(Records drawn from a dataset)
- - -

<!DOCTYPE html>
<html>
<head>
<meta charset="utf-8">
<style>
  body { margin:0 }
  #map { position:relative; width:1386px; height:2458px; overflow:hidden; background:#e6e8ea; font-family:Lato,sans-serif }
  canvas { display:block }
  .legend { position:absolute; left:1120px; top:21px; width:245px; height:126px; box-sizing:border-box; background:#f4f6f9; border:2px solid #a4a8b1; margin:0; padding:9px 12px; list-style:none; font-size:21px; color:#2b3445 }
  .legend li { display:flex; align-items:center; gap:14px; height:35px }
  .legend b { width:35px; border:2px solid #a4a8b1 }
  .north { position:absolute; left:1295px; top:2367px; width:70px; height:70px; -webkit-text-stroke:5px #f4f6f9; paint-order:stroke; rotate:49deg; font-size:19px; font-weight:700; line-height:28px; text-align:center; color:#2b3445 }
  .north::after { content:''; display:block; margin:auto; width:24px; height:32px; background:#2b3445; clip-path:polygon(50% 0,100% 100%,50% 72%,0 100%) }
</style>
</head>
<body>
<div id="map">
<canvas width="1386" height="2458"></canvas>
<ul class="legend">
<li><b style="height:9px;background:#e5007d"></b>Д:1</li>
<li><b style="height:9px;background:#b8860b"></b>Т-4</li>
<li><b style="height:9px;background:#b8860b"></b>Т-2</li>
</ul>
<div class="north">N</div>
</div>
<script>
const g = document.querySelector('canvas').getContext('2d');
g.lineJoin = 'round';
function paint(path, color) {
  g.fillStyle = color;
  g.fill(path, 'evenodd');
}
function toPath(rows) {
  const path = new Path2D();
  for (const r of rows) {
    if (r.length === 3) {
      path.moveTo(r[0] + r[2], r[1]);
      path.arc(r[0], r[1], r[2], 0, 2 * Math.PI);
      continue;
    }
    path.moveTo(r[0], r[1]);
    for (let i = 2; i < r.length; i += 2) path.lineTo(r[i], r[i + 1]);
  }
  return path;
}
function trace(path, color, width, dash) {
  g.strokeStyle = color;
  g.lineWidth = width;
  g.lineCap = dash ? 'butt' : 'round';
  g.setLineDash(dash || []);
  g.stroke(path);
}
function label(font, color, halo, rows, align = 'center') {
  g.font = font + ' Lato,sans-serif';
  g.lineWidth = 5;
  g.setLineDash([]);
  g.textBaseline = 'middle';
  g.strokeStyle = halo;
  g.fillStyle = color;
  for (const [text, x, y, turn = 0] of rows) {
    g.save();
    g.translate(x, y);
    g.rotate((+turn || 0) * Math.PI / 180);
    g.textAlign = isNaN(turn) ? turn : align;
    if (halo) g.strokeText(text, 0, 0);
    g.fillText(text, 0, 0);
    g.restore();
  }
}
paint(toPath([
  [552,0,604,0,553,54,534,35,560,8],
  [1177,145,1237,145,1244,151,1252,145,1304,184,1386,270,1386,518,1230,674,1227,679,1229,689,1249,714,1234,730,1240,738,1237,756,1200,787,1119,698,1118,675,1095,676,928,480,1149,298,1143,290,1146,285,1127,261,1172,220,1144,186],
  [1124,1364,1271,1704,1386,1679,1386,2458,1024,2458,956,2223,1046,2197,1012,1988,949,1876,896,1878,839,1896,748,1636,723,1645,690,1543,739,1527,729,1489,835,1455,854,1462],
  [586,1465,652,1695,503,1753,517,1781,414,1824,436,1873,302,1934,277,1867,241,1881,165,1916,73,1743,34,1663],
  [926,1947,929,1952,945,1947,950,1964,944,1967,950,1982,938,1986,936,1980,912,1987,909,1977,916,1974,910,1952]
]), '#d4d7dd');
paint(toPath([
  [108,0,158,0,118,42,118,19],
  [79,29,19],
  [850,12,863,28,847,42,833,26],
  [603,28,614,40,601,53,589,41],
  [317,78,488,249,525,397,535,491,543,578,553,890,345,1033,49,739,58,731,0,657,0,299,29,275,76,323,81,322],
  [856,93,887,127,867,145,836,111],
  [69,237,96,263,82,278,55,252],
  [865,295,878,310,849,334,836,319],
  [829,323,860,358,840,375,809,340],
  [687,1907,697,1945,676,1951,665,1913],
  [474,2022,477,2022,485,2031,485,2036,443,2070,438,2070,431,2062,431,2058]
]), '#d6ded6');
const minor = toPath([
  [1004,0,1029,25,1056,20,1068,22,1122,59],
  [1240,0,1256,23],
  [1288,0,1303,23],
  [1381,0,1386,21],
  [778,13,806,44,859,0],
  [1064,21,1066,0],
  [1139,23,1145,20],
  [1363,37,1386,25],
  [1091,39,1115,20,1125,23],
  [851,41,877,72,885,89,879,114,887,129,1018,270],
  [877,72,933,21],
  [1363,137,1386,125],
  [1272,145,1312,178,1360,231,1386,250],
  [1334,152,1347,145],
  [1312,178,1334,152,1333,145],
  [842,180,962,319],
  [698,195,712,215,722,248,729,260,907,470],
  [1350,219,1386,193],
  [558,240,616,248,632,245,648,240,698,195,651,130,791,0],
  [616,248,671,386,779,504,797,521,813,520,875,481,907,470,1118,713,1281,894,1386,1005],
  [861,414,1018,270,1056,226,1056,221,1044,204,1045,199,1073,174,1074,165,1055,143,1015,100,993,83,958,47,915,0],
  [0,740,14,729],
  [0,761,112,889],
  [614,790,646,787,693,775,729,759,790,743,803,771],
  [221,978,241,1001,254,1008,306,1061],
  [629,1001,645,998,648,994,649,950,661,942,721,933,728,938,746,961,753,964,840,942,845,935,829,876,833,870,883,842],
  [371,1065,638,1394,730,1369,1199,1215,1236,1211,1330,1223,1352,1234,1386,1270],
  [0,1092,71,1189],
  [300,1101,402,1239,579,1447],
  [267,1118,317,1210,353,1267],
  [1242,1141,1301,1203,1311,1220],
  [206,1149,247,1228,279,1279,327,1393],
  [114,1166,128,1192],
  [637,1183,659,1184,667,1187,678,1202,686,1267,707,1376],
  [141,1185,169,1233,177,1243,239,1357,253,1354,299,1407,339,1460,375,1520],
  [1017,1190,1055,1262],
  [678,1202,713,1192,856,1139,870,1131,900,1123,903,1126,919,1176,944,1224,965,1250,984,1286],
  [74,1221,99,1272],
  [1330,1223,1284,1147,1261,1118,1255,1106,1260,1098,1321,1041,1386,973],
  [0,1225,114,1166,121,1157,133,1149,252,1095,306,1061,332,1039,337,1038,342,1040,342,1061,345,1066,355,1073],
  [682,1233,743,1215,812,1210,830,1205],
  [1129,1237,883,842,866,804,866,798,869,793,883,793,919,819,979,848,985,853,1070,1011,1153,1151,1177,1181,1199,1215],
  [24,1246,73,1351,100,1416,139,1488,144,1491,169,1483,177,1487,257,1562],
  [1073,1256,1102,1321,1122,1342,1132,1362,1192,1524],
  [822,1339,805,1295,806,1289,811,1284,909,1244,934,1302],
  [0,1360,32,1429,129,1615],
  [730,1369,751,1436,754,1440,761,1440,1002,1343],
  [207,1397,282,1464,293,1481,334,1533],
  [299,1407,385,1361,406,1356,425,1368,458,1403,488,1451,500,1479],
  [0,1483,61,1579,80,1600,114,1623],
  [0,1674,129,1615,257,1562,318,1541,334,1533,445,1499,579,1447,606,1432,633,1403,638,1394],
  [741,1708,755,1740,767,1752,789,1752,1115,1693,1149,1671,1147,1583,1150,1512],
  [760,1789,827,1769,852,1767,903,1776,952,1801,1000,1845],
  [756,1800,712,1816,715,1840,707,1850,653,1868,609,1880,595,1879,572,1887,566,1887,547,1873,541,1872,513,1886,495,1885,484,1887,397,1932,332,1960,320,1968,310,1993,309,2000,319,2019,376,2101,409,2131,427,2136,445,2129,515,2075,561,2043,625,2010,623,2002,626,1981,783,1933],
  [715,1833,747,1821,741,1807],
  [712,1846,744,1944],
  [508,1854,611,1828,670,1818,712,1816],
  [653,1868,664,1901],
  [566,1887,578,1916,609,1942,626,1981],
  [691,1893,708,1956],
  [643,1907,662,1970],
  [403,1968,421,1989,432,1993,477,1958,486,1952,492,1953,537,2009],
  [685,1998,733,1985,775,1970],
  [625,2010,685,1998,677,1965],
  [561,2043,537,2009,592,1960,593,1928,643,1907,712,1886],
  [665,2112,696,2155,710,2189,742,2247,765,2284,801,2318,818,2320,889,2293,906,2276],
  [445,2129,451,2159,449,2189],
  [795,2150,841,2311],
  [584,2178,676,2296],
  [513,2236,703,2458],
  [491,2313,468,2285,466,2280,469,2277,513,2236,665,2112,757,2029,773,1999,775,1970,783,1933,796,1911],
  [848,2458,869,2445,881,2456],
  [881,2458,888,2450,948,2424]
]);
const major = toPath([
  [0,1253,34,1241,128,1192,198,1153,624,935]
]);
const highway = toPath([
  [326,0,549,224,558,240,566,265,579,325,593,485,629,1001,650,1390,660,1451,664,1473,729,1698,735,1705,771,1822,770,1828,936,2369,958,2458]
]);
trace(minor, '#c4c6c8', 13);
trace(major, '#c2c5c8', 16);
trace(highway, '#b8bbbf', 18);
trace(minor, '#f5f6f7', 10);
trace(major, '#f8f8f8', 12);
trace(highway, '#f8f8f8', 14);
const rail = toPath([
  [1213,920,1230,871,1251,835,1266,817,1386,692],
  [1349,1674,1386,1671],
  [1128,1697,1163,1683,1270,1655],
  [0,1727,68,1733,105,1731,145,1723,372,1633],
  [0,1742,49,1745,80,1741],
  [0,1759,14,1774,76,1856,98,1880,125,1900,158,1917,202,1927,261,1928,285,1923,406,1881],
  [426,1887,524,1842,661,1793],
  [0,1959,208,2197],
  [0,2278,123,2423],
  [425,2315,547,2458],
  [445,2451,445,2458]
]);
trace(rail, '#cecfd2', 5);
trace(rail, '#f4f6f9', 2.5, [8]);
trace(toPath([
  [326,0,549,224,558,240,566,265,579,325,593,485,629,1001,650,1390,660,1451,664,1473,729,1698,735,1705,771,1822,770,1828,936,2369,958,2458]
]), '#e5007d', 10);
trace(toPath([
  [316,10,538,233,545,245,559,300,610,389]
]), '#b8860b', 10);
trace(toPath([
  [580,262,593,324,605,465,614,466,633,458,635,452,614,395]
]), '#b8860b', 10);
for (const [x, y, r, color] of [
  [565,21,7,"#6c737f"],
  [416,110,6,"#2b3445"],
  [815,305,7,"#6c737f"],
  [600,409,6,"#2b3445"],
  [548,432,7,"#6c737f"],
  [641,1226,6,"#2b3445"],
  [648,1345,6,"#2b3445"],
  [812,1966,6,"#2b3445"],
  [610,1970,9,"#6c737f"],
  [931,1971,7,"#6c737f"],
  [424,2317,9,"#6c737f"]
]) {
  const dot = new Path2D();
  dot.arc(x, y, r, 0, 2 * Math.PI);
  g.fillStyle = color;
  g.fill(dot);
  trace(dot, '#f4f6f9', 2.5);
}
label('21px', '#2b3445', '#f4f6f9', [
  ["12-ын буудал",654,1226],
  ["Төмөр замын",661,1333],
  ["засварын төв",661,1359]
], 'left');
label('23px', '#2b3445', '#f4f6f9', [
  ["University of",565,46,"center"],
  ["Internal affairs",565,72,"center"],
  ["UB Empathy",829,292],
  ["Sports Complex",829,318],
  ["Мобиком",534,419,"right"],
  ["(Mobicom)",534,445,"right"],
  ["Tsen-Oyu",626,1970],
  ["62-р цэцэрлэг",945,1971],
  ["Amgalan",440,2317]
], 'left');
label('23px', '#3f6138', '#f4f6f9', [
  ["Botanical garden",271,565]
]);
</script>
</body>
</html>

- - -

**Brief**
Lines holding the string "length" in the records: how many are there? Give only the number.

**Expected answer**
2